K6UA, K3JH had rotatable Quads on 80m, they had reports from DX and Americans
serving overseas, that their signals were more consistent and dominating at
varying conditions, where 3-4 el. Yagis didn't hack it. This is no "Fractal
Runs."
> Anyone who deals with statistics knows such data
> is meaningless, there are far too many variables
> other than gain involved in the results.
>
Not exactly, some meaningful data are obvious from contest results,
especially when comparing stations in close proximity, with other factors
being close, the antenna shows prominently, it is the tool that allows to
extend the propagation/conditions and allows working another layer of station
that others can't even hear.

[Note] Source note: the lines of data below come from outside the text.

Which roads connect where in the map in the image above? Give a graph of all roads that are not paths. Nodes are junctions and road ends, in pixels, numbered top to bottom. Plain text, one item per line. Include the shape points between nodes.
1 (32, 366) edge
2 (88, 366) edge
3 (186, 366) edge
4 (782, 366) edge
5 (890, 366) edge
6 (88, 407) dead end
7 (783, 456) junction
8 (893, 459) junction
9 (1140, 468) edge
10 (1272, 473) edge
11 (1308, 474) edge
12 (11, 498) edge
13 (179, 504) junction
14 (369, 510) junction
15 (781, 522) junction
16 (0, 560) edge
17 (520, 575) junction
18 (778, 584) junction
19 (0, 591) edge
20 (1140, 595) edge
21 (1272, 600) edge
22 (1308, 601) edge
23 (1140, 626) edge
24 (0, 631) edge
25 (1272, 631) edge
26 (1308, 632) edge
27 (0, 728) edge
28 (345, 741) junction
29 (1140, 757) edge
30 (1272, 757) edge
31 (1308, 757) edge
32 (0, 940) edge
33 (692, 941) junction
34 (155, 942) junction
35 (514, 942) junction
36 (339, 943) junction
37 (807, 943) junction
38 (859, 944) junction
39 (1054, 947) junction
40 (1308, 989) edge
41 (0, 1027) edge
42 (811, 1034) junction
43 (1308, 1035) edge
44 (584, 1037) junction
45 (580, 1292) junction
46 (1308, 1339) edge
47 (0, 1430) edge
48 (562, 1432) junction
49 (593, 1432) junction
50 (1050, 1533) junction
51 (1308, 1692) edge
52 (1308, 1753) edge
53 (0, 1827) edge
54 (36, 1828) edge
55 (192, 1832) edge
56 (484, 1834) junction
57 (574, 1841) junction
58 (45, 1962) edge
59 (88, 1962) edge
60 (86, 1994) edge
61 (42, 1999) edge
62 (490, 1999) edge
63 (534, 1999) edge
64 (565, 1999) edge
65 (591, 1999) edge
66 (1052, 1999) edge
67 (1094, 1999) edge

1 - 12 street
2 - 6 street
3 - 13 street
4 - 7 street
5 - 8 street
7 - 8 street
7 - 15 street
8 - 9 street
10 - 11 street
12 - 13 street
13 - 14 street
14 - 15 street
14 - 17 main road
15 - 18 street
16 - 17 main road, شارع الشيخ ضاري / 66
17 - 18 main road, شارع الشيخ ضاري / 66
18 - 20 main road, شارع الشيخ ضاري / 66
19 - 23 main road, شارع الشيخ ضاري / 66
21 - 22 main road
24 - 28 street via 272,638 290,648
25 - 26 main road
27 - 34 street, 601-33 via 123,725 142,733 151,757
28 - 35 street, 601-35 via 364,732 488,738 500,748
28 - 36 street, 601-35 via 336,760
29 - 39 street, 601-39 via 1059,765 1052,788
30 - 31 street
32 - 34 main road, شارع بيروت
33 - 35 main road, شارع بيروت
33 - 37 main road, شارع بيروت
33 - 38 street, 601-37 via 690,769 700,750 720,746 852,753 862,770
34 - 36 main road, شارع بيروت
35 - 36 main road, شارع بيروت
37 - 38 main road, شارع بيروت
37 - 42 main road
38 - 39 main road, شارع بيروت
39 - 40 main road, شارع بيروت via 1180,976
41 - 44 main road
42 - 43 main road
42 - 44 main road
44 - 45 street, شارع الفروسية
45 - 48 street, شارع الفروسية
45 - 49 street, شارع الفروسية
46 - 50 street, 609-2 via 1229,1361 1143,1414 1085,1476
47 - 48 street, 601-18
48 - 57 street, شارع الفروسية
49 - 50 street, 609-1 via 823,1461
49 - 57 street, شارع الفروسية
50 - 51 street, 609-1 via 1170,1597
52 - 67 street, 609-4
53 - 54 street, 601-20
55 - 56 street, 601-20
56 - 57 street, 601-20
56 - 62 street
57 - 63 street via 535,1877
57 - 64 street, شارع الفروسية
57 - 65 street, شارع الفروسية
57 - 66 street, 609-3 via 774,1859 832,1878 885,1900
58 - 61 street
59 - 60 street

When I see my scores jump by 40% and I nail all
Canadian Records, I know I have better antenna than 1 dB. I don't care for
"scientific" analysis.
> > I am just now "investigating" loops with
> vertical polarization for
> > the
> > salty beaches, see what comes out. I am
> already getting 2 dB from
> > single loop over "mighty" dipole.
>
> I modelled a vertical dipole over perfect
> ground. The gain for low dipole heights was 7.3
> dBi.
>
> I did nothing but convert to a vertically
> polarized quad at the exact same mean height,
> and gain was 7.83 dBi.
>
> In this case, where everything is equal, the
> quad supplied a "roaring" .53 dB gain advantage.
>
> I placed the antennas at the same height over
> lossy ground, and they were equal!!!
Maybe the same difference as between Tesla and Edison :-)
For the situation of interest to me, I got 5.66 dBi from dipole and about 7.4
dBi from the loop in real life situation (not in the free space that I can't
get into for any money :-). That is closer to 2 dB than .53.
>
> 73, Tom W8JI
> w8ji@contesting.com
>
You know your stuff, I know (and saw with my eyes) my stuff. I enjoy some of
your stuff, but when I see something that doesn't jive with "my stuff" I try
to point it out (I am not alone as I saw), and then I get this...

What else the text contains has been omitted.